Where was the fight on behalf of its members and, indeed, the rule of law? On that day, the Law Society failed both.
(Similarly, at 5pm of the Monday of that week, the Insurance Fraud Taskforce issued its report that placed plenty of blame at the feet of solicitors. The Law Society did not send its reaction until 1.50pm on the Thursday.)
It is possible that the society was hesitant about hitting back at Cameron for fear of upsetting the negotiations that were going on over criminal legal aid contracts, which were scrapped the following week to widespread delight.

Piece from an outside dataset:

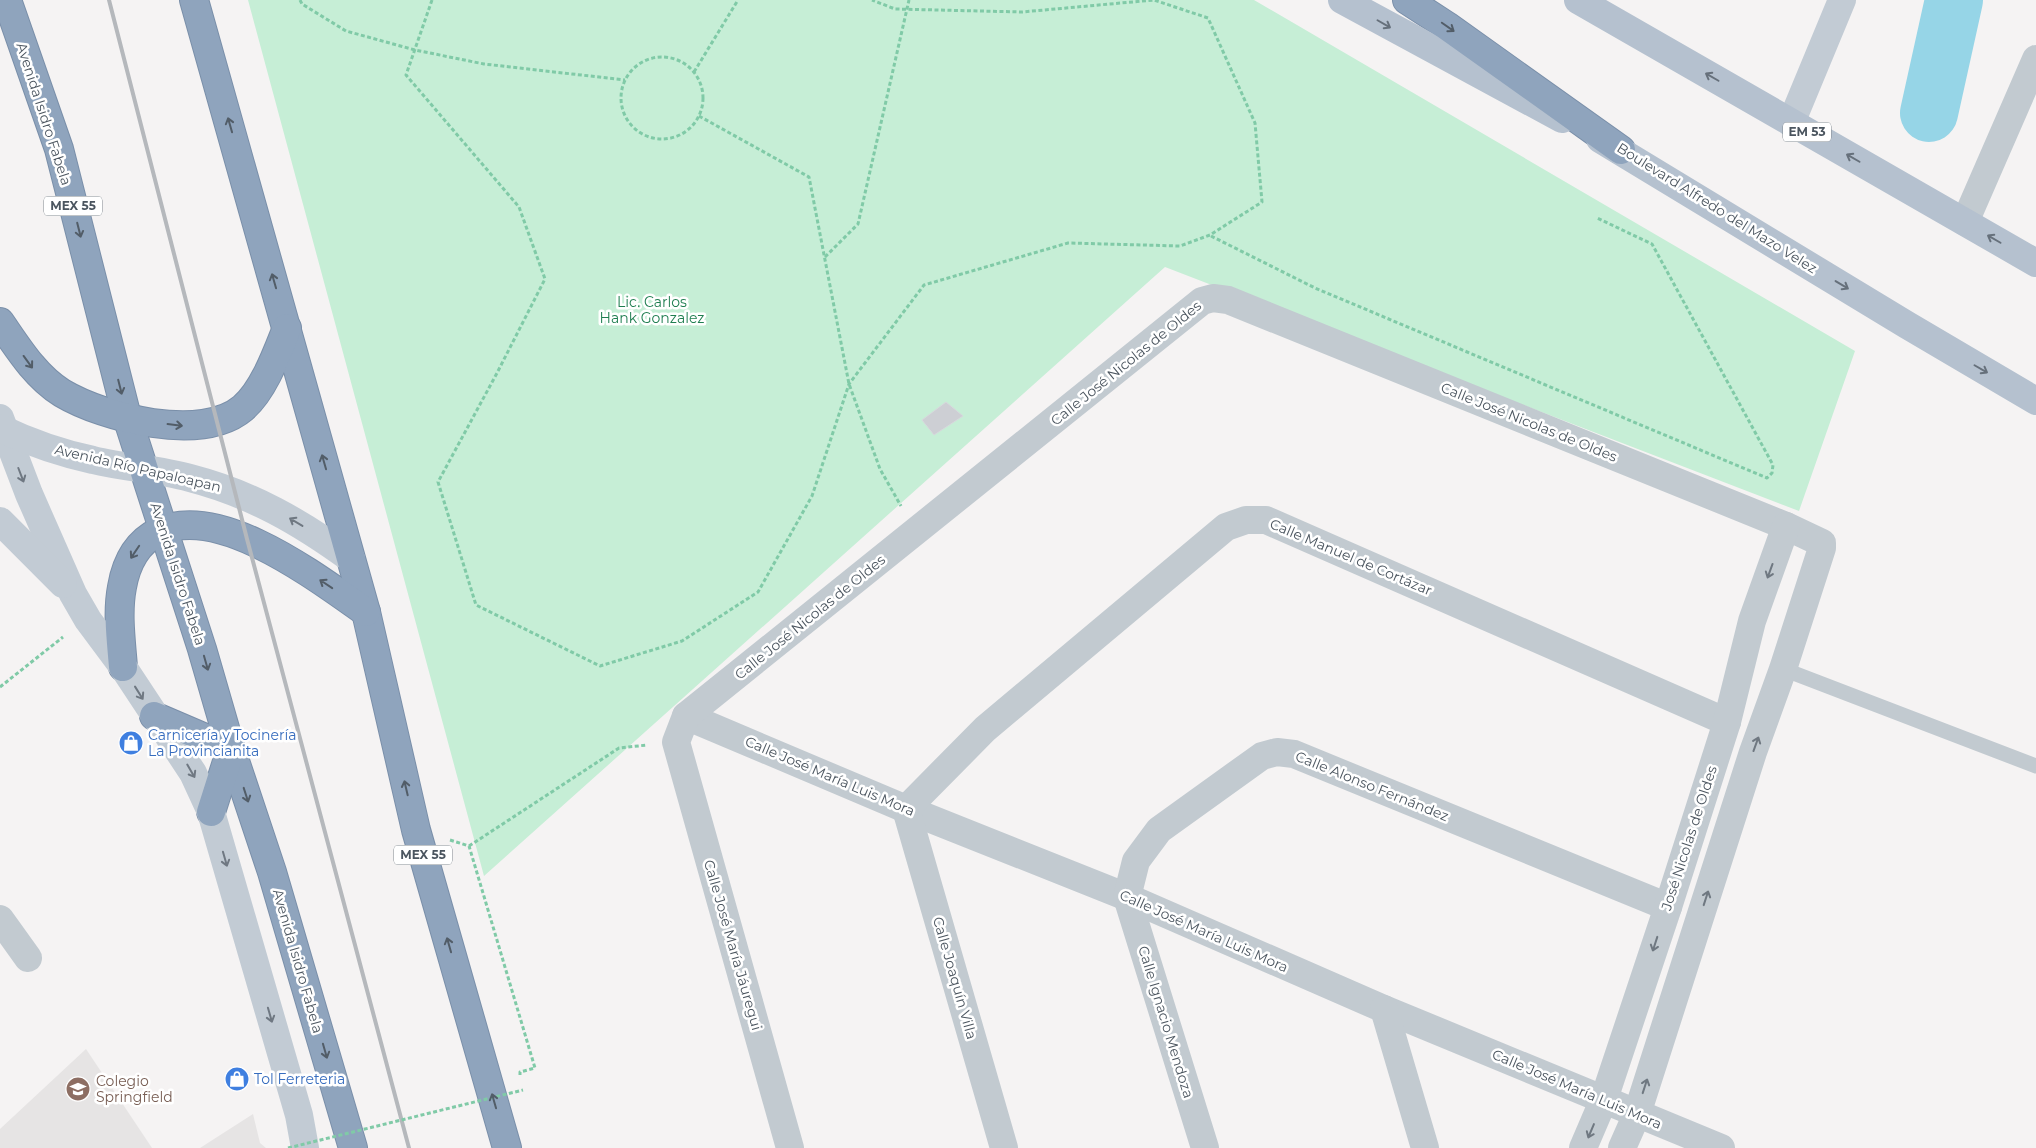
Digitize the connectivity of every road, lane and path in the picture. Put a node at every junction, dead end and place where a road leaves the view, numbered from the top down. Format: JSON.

The society shares the credit for this – its head of legal aid, Richard Miller, and others have worked tirelessly on the profession’s behalf – but the Justice Alliance, Criminal Law Solicitors Association and London Criminal Courts Solicitors Association take more of it. They have been more vocal and aggressive in taking the fight to the government, and this has prevailed, albeit I imagine with the quiet support of the society.
Indeed, it is important to note that the society, and in particular its specialist committees, do a lot of quiet and effective work on behalf of the profession on detailed issues of law and practice. But few will see this as enough of a reason to fork out £250.
One of the reasons it did not call on legal aid solicitors to head for the barricades was a fear of breaking the law. Just last year, then president Andrew Caplen explained: ‘It is the longstanding position of the society that it cannot support, organise or lead collective action. The society is not a trade union and it cannot call its members out on strike or encourage them to take collective action. It would be unlawful under the Competition Act for us to call for, organise or lead collective action.’
This sounds like an awfully good reason for the Law Society to become a trade union – the kind of bold leadership shown of late by the British Medical Association on behalf of junior doctors is, I wager, what solicitors would like to see. But even if it could, I’m not sure that culturally it would be able to take such a step.
The recently published strategy overseen by chief executive Catherine Dixon promises that the society will promote, support and represent solicitors. This begs the question of what it’s been doing up until now – I say that facetiously, but many solicitors will consider it a serious question. How many other organisations with 160,000 members (if you include in-house lawyers and non-practising members) cannot drum up enough interest from a few hundred of them to hold an annual conference (there hasn’t been one for a decade or so)?
Yet getting anything done at Chancery Lane, from my experience of working there until 2008, is far from easy. It is a stifling bureaucracy (from what I can gather it hasn’t changed much since my time) with a council sitting at the top that, from the outside, seems to do precious little at not inconsiderable cost.
The Law Society has to change and become a body of which solicitors actually want to be members. There is much it could do for the benefit of both the profession and the public, and now is the time to do it, and be seen to do it. It needs to be bolder, more decisive and faster to act.
I’m not holding out my hopes, however. But acting after the section 51 meteor has hit Chancery Lane will be too late.